The life-size portrait bust of Thomas Jefferson captures the third president’s selflessness and devotion to public service, said Richard. He and his wife, Dr. Kathryn Mitchell Pumphrey ’75, donated the sculpture to the Corporation for Jefferson’s Poplar Forest, the organization that preserves the octagonal home that Jefferson designed for himself near Lynchburg.
The donation is a continuation of a long relationship with Poplar Forest. “We have been keeping up with the restoration of Poplar Forest since the mid-1980s, and we fully support the Corporation’s mission to celebrate Mr. Jefferson’s architectural accomplishments,” said Kathryn, who serves on the University of Lynchburg Board of Trustees. “Increasingly, we felt that the human element of Thomas Jefferson’s presence was needed to complement this emphasis. Having his likeness here is important to the site. It personalizes it.”

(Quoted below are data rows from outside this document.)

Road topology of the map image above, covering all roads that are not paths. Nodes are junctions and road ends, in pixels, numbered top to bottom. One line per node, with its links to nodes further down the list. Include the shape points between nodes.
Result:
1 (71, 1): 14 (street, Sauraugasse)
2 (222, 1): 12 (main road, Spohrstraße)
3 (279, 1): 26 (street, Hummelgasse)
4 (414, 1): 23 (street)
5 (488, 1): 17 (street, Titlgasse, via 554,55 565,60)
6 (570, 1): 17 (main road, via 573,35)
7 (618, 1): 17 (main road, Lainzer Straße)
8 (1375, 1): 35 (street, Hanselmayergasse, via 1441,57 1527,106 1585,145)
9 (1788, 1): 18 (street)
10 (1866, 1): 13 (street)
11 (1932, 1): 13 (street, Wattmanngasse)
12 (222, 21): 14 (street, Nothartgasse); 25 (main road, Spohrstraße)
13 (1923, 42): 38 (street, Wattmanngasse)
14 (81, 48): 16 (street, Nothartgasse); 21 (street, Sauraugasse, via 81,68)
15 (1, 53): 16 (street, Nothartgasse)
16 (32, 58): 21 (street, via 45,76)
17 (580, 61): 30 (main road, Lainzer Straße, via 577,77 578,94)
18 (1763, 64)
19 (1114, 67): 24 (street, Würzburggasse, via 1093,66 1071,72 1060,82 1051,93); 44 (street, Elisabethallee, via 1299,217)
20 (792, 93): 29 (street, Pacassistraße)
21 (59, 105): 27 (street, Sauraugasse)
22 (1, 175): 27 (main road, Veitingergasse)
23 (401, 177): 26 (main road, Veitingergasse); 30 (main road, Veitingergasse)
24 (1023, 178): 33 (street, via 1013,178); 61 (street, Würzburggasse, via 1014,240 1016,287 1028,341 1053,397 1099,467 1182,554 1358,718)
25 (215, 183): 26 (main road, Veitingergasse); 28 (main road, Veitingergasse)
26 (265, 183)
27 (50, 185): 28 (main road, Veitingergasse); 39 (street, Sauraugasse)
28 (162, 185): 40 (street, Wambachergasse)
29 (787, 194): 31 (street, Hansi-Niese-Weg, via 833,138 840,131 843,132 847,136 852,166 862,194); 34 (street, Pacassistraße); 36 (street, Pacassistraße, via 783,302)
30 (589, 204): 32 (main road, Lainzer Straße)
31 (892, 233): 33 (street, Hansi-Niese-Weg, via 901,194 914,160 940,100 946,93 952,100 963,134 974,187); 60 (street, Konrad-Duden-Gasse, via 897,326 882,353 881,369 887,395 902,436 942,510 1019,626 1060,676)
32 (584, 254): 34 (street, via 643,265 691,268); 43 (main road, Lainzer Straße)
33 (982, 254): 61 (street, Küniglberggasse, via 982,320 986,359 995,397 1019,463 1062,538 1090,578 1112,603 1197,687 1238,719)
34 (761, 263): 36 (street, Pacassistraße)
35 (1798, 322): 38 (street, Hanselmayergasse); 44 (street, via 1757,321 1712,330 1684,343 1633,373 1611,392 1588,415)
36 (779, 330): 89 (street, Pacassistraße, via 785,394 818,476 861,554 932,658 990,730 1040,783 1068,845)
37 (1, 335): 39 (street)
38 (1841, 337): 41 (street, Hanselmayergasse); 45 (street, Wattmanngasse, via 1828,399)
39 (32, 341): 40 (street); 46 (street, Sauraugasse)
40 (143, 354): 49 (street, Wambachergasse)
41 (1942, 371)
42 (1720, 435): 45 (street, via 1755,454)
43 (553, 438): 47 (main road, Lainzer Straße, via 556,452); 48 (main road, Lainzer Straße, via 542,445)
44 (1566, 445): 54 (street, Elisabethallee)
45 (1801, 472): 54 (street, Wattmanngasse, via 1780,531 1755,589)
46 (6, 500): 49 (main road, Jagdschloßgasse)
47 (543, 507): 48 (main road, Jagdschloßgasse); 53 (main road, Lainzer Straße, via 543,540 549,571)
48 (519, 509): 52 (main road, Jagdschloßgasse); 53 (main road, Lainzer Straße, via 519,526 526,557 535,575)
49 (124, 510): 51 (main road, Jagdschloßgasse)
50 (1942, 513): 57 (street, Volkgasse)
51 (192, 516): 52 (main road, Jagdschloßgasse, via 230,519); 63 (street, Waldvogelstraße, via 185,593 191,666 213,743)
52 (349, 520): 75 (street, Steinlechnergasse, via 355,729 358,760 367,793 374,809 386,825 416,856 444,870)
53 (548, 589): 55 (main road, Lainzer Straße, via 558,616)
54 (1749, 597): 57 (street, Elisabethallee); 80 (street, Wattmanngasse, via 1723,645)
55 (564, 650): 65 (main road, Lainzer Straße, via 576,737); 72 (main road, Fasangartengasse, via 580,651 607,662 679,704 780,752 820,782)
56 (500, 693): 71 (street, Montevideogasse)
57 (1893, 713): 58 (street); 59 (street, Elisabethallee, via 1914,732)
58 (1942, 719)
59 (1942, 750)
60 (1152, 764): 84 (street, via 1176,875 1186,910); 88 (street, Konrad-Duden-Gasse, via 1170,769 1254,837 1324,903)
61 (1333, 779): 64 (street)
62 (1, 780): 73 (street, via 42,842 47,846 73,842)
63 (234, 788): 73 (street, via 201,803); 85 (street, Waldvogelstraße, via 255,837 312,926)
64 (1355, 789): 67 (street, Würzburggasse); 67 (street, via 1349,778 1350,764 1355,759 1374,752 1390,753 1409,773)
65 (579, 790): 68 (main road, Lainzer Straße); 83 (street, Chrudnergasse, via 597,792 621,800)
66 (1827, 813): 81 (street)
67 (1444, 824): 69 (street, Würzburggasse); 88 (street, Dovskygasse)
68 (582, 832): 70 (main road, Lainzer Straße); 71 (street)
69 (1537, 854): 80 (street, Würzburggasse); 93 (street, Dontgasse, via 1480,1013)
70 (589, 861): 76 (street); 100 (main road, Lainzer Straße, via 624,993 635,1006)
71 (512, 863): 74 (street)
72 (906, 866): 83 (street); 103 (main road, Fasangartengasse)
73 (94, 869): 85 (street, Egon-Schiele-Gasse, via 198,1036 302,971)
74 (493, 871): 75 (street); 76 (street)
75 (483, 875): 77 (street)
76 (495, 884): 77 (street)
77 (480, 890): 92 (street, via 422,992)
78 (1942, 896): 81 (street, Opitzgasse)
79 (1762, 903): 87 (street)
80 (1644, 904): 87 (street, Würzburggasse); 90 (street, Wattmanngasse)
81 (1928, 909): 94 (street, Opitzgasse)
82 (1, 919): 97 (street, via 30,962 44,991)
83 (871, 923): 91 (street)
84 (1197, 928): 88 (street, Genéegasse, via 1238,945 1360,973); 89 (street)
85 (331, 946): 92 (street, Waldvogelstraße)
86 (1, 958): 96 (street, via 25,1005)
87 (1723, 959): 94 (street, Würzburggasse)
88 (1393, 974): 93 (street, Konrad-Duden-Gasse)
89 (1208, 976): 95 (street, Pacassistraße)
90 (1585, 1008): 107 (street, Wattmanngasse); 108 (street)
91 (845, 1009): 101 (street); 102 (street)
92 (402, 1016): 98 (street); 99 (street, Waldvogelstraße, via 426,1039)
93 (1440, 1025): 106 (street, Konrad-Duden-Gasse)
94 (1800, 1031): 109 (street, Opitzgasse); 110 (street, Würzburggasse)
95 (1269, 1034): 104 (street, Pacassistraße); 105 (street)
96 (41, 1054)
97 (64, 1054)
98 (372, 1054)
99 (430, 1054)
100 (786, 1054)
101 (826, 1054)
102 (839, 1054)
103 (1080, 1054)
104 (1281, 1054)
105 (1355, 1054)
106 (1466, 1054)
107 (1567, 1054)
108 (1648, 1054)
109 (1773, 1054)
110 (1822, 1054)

Since the 1980s, the Pumphreys have attended numerous lectures on Jefferson’s life, and Kathryn has developed a large library of books about the author of the Declaration of Independence. They frequent Monticello, Jefferson’s home near Charlottesville, and the University of Virginia, which boasts numerous examples of Jeffersonian architecture.
Richard thought of sculpting Jefferson and donating the work to Poplar Forest when he and Kathryn discussed what he should work on between other commissioned projects. Early in 2014, he started researching more about Jefferson and spending a lot of time studying existing artwork showing the president in various stages of life. He finished the sculpture later that year.
The bust depicts Jefferson in his late 50s, just before the start of his first term as president. “It was my intent to show him as a visionary, to make him seem very purposeful, to show his strength of character and his strength of purpose in giving himself totally to the nation and to the state of Virginia,” Richard said.